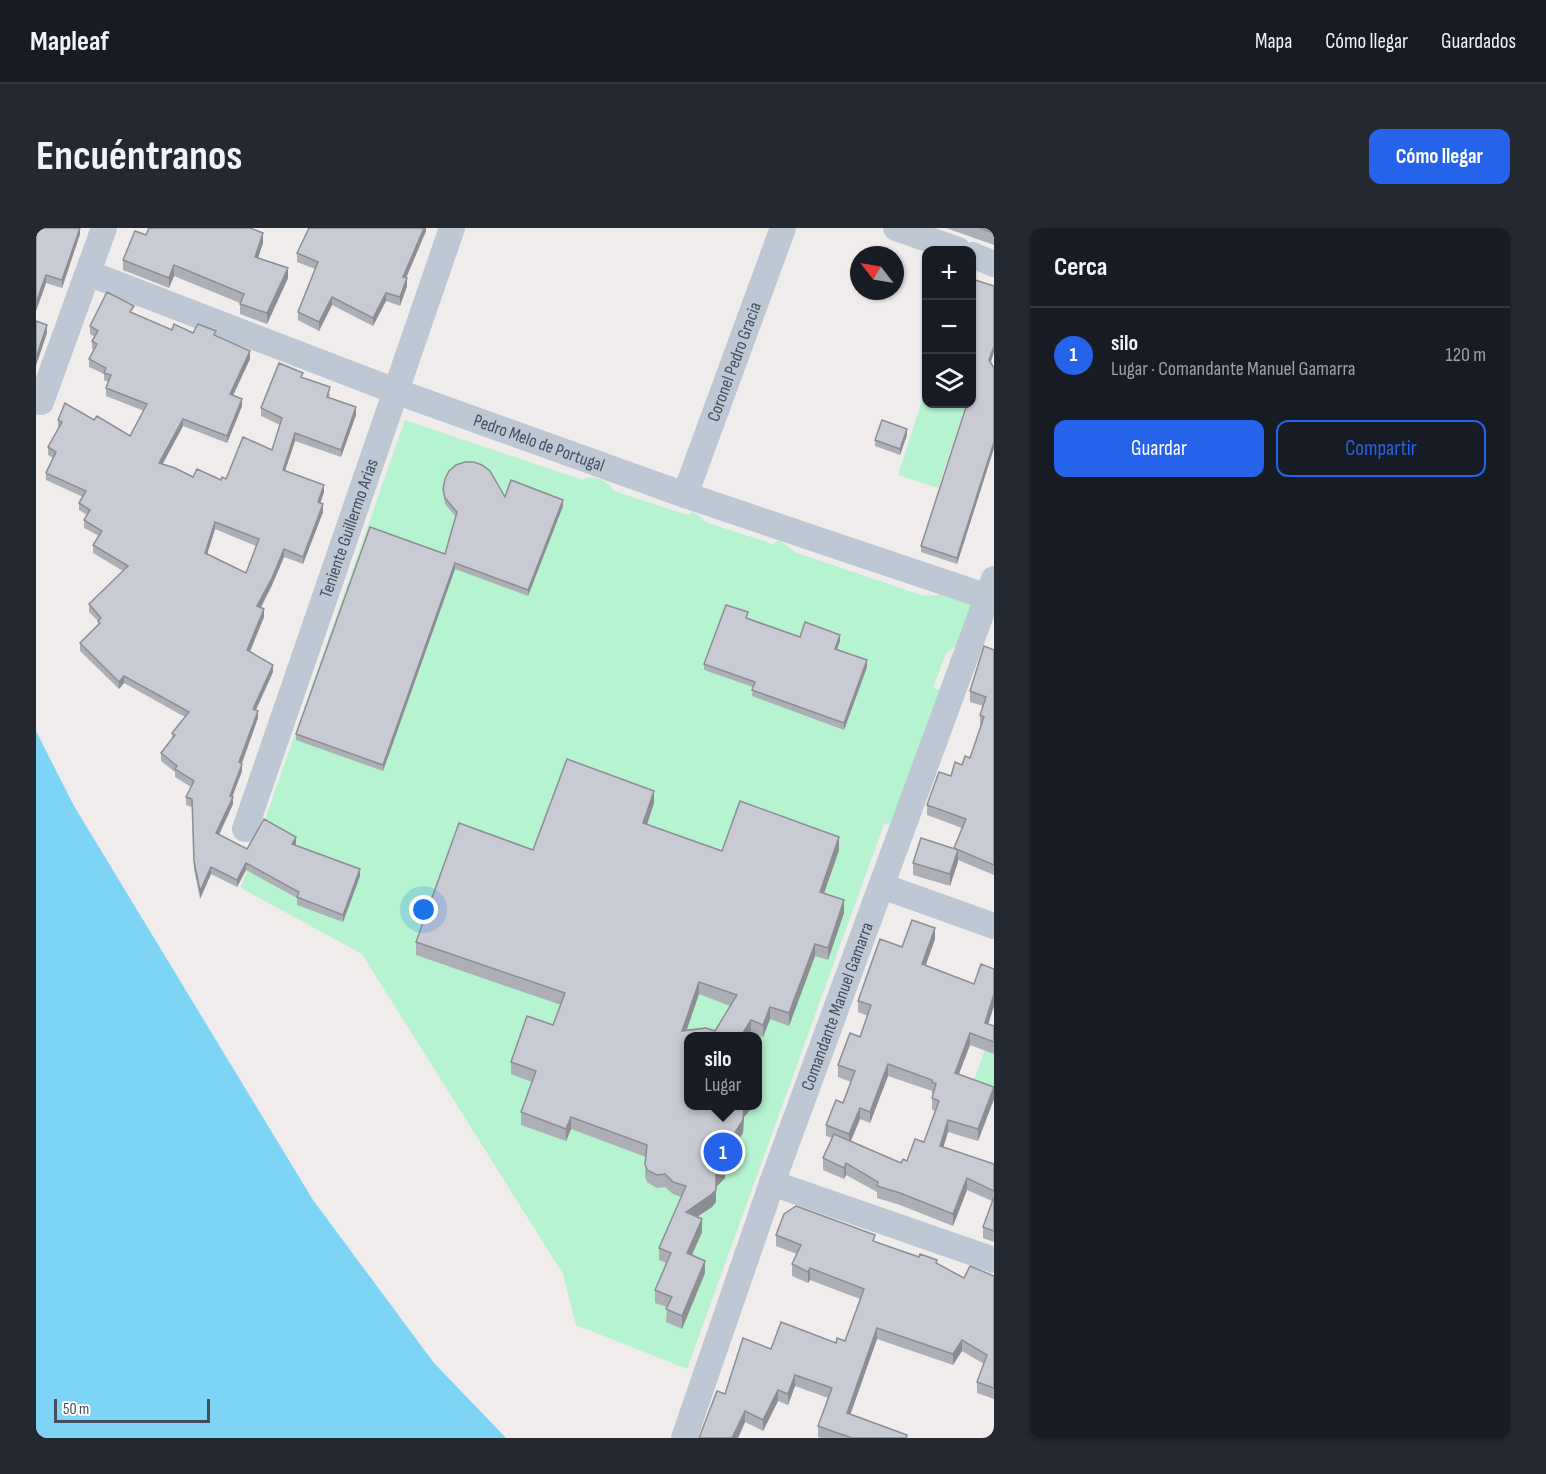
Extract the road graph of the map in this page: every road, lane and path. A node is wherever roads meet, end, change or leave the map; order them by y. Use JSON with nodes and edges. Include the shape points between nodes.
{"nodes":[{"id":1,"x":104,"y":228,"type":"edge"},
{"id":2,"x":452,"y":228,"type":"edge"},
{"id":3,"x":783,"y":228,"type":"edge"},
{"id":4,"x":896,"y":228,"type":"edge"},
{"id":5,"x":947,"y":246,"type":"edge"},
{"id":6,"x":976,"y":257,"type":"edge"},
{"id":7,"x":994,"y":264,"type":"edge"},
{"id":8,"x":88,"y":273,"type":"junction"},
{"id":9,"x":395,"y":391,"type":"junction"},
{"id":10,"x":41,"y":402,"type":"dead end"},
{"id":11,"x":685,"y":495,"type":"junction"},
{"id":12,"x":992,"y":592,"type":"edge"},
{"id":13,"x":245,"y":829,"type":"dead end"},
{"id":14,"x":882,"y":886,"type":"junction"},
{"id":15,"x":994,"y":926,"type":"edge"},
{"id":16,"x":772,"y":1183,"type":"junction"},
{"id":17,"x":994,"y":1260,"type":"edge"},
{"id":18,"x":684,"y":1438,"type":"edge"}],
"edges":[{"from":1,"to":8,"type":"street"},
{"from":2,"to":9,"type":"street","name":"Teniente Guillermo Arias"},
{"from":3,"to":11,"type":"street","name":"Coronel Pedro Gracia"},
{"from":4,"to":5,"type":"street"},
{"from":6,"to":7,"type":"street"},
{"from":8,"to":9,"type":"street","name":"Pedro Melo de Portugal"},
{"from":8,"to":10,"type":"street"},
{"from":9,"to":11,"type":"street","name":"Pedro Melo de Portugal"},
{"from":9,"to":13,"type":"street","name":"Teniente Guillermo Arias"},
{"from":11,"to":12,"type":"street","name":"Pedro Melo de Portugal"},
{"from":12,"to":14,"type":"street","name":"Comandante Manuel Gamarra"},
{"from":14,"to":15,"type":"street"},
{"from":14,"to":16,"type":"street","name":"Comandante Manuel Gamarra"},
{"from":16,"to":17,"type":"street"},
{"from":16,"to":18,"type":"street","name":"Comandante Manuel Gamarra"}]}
---
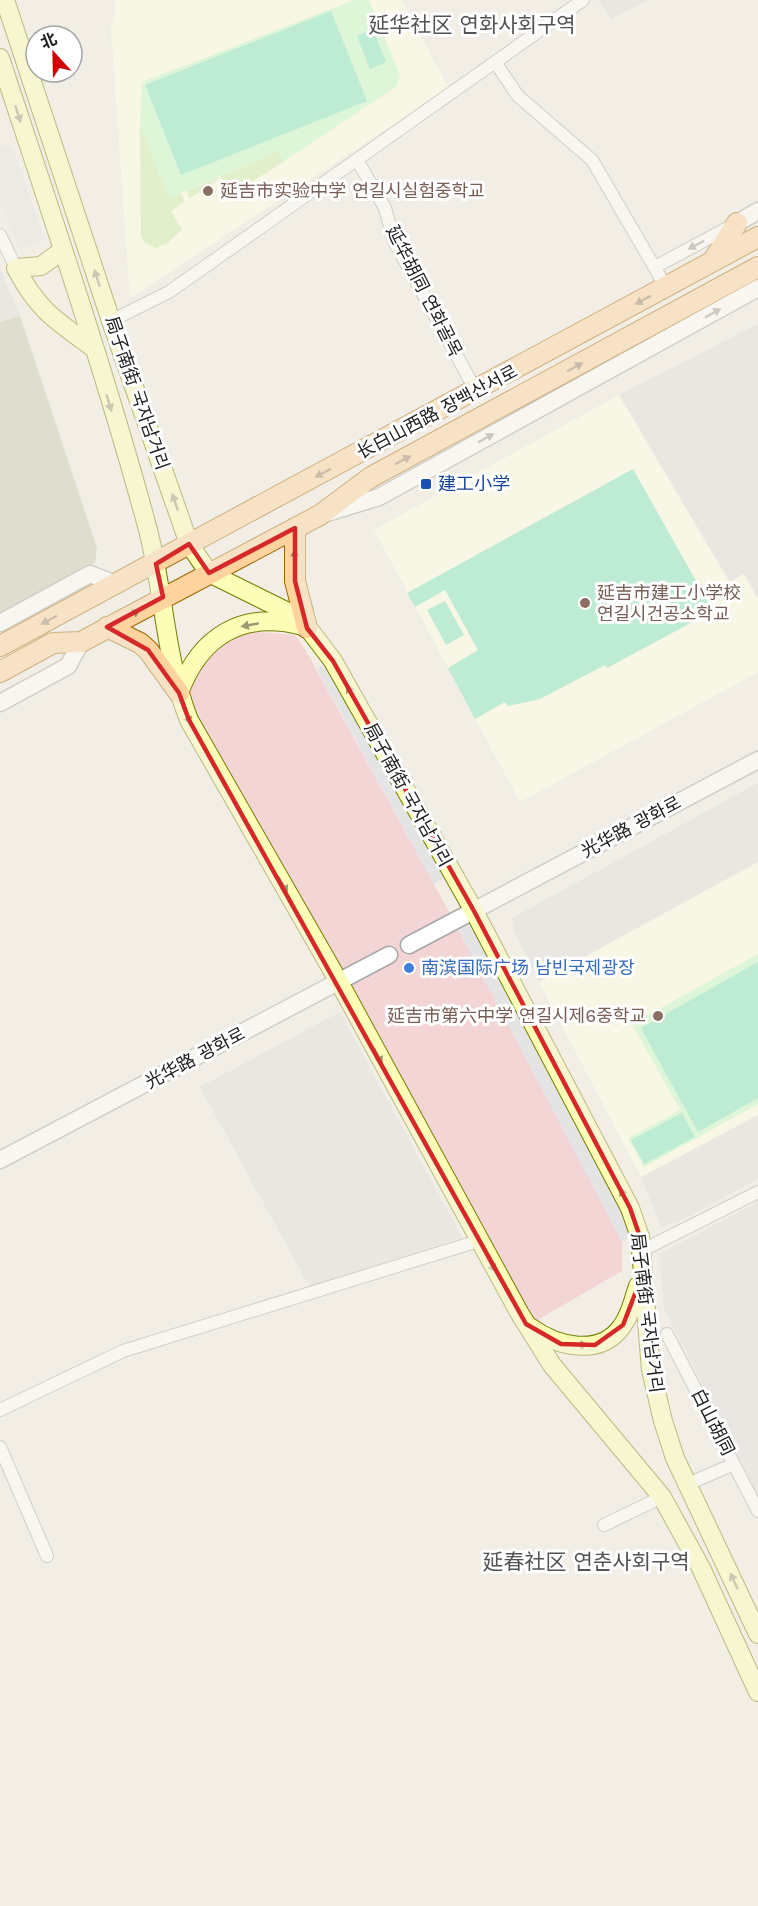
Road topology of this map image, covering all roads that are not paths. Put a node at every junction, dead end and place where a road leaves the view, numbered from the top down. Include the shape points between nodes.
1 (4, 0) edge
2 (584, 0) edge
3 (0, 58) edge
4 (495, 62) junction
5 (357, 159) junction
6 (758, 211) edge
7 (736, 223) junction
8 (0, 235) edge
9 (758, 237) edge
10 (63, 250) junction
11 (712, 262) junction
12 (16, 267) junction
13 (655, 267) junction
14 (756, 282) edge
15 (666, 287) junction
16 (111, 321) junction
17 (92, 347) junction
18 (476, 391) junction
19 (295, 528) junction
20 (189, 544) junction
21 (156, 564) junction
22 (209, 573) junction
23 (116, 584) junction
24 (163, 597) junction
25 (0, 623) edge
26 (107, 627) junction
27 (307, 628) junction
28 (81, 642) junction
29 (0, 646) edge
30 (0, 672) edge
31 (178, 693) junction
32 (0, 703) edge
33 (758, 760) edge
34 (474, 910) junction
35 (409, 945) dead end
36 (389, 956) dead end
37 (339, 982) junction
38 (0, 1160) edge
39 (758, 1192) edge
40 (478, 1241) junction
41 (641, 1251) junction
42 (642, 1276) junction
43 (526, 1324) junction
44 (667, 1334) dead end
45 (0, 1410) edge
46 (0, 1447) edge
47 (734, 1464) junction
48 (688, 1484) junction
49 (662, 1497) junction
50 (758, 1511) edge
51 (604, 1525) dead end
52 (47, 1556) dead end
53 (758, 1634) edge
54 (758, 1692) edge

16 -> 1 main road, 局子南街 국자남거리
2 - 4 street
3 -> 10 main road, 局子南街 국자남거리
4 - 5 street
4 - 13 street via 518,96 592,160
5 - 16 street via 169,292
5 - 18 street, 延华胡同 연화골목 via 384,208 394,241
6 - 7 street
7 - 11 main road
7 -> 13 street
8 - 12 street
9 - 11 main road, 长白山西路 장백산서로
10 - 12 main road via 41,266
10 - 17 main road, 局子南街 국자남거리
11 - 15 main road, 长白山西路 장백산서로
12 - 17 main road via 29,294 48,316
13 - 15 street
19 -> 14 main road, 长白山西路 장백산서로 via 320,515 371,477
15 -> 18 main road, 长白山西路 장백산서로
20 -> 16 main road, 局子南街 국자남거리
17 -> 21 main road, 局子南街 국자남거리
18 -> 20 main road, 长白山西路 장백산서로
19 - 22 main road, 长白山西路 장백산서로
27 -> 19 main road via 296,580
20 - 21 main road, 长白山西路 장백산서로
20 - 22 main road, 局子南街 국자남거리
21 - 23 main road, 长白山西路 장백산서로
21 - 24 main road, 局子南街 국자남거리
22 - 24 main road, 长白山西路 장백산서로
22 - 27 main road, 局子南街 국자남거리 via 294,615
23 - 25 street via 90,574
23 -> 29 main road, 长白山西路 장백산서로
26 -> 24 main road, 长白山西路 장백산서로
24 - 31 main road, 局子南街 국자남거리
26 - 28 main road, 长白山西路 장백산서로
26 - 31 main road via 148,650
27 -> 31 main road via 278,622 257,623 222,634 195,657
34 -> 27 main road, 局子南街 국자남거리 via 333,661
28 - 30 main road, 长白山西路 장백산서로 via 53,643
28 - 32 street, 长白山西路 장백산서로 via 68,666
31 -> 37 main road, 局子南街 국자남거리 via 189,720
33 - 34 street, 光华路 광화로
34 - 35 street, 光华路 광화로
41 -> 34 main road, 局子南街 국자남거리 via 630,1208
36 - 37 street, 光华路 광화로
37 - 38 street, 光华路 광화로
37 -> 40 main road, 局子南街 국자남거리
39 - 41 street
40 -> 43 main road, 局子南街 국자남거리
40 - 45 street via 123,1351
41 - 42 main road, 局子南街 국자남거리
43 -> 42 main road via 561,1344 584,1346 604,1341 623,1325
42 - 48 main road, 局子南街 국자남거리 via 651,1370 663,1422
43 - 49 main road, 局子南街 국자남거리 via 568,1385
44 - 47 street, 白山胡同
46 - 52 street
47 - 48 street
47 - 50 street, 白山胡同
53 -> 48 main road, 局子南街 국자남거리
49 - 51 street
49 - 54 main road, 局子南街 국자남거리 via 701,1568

**What is being asked**
In which lines of the records does the word "shape" appear? Copy each of them.

**Task output**
Extract the road graph of the map in this page: every road, lane and path. A node is wherever roads meet, end, change or leave the map; order them by y. Use JSON with nodes and edges. Include the shape points between nodes.
Road topology of this map image, covering all roads that are not paths. Put a node at every junction, dead end and place where a road leaves the view, numbered from the top down. Include the shape points between nodes.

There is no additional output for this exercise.